Where does a business put its best resources? A failing business often puts its best resources at the biggest issue that they have. A successful business will put its resources at the biggest opportunity. Hence today, client’s valued and scarce IT staff is put to higher order needs like customer facing area, strategic IT planning, replatforming, technology architecture evolution, security planning, module/system ownership than at coding, monitoring, AMS, NOC work, help desk etc. The opportunity for Managed Service Providers(MSP) to create value by taking care of bulk of the IT work where client doesn’t deployed its staff, continues to exist.

In the late 90s, the MSP market started taking shape. Initially it was highly hardware centric. MSPs procured, installed and supported the hardware for an enterprise. With the advent of new capabilities in the systems and tools to remotely monitor and manage IT environments, the managed services took shape. The MSPs centralize most of their operations thus serving more clients, reducing cost of service and improving the margins.

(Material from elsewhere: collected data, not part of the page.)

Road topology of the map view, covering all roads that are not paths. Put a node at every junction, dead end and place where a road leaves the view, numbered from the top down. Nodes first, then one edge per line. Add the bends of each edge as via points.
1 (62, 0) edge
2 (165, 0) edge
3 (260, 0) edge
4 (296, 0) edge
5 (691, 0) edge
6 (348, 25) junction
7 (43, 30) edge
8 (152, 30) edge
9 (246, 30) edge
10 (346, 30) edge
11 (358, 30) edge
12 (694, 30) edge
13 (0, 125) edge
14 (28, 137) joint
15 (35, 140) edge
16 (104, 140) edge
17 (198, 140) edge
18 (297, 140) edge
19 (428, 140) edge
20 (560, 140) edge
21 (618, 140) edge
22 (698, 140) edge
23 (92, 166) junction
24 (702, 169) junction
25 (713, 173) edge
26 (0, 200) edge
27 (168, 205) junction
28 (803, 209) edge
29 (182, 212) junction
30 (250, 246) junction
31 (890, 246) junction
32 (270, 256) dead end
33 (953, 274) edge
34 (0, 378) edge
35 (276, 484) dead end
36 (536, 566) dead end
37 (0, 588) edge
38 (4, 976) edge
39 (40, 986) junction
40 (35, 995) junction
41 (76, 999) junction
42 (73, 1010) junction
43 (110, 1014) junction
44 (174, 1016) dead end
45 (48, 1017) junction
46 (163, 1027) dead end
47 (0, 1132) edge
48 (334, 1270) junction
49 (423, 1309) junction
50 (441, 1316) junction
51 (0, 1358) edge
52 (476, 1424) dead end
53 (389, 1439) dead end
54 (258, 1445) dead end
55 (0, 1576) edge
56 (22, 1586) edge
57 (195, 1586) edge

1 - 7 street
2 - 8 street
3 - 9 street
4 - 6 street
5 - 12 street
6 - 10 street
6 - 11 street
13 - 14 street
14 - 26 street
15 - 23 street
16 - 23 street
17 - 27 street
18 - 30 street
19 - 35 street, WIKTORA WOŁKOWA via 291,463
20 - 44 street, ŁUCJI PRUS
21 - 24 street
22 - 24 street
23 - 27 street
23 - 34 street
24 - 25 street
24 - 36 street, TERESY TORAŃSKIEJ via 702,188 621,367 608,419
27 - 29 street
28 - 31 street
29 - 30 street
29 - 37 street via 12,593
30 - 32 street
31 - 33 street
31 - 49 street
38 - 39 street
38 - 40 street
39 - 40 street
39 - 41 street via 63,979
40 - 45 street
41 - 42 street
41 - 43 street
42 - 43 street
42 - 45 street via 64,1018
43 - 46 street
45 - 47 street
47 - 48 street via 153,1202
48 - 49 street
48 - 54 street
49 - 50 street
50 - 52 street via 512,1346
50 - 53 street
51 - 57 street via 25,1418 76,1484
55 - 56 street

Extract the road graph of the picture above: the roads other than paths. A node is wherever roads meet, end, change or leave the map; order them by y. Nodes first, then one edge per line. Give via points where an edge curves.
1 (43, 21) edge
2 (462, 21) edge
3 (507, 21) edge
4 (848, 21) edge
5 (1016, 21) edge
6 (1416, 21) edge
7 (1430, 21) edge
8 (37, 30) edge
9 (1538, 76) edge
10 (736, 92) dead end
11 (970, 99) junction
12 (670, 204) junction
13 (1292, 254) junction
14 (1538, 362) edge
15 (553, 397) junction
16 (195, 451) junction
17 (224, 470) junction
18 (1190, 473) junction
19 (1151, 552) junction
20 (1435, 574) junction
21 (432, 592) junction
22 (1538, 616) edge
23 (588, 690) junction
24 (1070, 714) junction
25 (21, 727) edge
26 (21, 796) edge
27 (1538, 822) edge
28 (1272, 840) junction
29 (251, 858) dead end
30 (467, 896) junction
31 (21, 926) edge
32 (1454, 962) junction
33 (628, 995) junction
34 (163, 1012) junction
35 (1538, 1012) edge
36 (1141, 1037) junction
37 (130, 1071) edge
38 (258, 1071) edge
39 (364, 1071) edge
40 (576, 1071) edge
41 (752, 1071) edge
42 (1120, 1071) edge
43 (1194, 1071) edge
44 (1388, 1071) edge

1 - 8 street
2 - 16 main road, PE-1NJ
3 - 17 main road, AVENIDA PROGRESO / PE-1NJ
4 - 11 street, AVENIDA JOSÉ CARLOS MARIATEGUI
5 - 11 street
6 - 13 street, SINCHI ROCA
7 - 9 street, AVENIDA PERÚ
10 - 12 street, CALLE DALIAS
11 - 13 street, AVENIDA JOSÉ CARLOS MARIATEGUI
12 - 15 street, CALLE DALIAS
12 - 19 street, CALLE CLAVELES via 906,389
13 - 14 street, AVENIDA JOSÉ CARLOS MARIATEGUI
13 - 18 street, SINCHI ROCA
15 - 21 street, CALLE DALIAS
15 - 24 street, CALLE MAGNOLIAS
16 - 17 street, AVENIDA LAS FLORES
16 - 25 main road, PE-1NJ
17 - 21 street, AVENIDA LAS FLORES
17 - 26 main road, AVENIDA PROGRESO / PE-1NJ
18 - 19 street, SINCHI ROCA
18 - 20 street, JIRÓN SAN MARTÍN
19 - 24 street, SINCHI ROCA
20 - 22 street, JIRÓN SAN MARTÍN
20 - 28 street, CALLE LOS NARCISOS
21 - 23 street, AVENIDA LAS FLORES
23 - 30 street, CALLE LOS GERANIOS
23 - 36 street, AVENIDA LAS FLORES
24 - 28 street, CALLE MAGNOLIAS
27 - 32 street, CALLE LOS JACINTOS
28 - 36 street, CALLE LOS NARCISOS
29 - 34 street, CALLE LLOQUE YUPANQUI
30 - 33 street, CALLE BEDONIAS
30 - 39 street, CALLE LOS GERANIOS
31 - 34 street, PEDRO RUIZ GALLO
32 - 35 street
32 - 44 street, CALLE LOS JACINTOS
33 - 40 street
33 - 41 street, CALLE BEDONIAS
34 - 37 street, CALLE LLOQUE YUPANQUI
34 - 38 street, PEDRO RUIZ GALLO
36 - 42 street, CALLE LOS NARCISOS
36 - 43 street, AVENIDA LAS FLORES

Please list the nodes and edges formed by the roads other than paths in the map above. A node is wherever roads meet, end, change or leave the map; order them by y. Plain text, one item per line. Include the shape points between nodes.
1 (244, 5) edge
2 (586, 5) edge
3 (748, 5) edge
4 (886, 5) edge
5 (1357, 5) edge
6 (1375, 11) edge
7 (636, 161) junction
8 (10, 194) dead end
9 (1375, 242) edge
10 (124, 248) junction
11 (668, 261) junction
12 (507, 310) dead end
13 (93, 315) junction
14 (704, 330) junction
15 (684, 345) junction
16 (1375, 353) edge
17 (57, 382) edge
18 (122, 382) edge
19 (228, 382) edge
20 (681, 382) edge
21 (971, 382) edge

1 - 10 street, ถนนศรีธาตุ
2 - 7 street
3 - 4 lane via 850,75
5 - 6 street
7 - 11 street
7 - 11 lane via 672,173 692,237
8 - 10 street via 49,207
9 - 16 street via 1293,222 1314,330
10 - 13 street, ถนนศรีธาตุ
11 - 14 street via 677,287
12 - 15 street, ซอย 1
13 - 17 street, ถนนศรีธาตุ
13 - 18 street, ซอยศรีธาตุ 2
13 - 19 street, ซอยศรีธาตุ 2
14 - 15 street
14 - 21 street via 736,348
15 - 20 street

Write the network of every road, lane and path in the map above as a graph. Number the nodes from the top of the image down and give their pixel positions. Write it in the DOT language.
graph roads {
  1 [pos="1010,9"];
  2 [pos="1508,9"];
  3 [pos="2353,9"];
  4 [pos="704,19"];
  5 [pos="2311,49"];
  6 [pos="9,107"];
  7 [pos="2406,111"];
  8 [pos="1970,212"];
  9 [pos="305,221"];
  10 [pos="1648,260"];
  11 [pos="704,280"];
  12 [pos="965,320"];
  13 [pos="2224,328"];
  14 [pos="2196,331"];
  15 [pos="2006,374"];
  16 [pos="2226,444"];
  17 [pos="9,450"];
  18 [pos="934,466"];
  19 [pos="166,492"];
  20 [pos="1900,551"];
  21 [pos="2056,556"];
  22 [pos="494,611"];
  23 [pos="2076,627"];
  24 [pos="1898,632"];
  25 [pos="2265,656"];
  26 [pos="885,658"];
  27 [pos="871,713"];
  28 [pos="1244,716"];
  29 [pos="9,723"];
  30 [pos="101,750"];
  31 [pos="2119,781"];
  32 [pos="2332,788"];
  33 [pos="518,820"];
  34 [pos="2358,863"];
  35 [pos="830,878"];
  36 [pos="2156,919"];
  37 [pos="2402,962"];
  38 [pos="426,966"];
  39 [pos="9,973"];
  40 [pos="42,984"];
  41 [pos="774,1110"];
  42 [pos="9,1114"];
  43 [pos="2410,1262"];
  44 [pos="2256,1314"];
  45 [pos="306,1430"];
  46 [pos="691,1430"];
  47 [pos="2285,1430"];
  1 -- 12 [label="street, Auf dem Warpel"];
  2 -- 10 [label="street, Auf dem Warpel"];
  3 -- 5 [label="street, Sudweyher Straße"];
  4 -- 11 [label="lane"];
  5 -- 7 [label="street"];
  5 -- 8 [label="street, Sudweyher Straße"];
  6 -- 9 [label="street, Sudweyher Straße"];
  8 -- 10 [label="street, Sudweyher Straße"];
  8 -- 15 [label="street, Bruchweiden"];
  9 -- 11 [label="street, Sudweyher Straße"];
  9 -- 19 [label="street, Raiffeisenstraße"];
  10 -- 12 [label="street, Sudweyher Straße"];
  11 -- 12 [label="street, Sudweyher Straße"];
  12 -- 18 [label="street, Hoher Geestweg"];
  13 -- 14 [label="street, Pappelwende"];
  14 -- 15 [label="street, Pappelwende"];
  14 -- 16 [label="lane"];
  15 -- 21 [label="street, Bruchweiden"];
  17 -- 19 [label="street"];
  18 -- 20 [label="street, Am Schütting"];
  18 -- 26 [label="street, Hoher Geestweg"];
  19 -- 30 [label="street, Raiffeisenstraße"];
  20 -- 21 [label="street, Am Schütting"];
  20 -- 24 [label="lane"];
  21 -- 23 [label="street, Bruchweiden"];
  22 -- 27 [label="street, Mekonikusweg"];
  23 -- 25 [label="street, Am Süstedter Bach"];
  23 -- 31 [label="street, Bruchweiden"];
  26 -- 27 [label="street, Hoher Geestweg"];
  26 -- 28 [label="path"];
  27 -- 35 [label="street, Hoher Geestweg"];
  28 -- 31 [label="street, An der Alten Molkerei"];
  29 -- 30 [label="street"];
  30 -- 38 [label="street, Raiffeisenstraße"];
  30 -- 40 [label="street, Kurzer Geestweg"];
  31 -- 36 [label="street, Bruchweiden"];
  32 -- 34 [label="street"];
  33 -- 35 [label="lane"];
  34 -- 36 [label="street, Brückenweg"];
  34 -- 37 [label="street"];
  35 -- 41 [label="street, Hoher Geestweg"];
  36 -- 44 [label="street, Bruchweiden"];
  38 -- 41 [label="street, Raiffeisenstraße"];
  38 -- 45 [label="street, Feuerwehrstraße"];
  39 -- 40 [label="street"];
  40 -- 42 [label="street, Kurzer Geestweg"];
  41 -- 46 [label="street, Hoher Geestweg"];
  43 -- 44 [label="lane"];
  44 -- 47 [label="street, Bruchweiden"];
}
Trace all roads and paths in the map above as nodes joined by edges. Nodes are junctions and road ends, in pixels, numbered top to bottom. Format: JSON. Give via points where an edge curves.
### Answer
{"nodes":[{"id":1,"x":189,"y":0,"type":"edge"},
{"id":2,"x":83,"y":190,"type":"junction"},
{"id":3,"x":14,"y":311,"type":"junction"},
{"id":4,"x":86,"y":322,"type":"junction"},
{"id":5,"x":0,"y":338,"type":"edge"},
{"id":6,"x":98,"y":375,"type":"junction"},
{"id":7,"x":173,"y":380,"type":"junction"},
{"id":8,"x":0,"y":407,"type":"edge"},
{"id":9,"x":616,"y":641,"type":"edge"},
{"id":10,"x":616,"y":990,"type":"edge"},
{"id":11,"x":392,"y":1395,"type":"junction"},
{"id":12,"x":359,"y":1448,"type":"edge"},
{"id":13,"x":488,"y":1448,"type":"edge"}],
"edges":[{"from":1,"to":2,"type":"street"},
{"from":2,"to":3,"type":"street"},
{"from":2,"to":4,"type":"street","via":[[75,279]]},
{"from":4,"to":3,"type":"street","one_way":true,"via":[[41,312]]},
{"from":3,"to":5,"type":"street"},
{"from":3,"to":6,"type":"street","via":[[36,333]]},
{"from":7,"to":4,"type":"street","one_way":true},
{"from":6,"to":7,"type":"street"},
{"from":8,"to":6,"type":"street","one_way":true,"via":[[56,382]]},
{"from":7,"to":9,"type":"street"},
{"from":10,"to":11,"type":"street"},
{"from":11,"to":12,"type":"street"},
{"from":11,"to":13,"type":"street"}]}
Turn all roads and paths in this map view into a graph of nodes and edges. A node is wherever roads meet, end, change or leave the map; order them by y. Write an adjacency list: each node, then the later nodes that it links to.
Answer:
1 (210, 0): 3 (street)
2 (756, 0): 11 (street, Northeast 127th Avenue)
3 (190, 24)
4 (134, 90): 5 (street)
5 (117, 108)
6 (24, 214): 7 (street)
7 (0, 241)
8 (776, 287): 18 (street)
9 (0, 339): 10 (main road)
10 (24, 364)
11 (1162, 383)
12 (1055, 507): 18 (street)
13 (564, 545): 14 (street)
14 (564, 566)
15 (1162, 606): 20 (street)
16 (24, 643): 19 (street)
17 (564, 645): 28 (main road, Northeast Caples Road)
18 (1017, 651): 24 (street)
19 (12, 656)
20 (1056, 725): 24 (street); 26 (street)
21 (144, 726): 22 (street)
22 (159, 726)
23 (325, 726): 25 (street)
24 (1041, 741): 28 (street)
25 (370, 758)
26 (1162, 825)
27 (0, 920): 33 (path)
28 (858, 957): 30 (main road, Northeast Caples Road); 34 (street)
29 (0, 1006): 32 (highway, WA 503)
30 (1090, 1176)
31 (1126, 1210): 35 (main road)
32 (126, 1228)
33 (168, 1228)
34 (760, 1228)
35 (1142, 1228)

Software services moved from staff augmentation to the creation of skill pools that got deployed for different customers in different operational models including managed services mode where the MSPs often set up Offshore Development Centres(ODC) with the security and process compliance to client’s needs. The ODCs had often project operations in the control of the provider.

While the opportunity continues to exist for the MSP and the fundamental construct of managed services have not changed, the digital disruption has changed the expectations. Let’s discuss it with a four level service architecture and participation mix diagram below:

The decision or management layer sees a higher participation from the MSP now. The business layer containing business process knowledge through business Analyst, marketers etc. demands significantly higher participation from MSP bringing global/external learning. Engineering layer contains technology expertise. The Service Building Blocks (SBB) are expertise areas including people, process and tools. A couple of SBBs get linked to fulfil a client need. With technology layer and SBBs have completely changed with technology. The
infrastructure layer continues to be almost completely managed by the MSPs.

The business layer containing business process knowledge through business Analyst, marketers, etc. demands significantly higher participation from MSP bringing global/external learning


The expectations from all layers have changed primarily due to lack of precedence in use of technology, and inhouse experience in carrying out business process changes leveraging these digital technologies. Some expectation changes are:

1. The MSPs are expected to be the business advisors and proactive partners in transformation related decision making. In an environment of uncertainty the client CxOs need trusted advisors with knowledge and experience from across the geographies and industries.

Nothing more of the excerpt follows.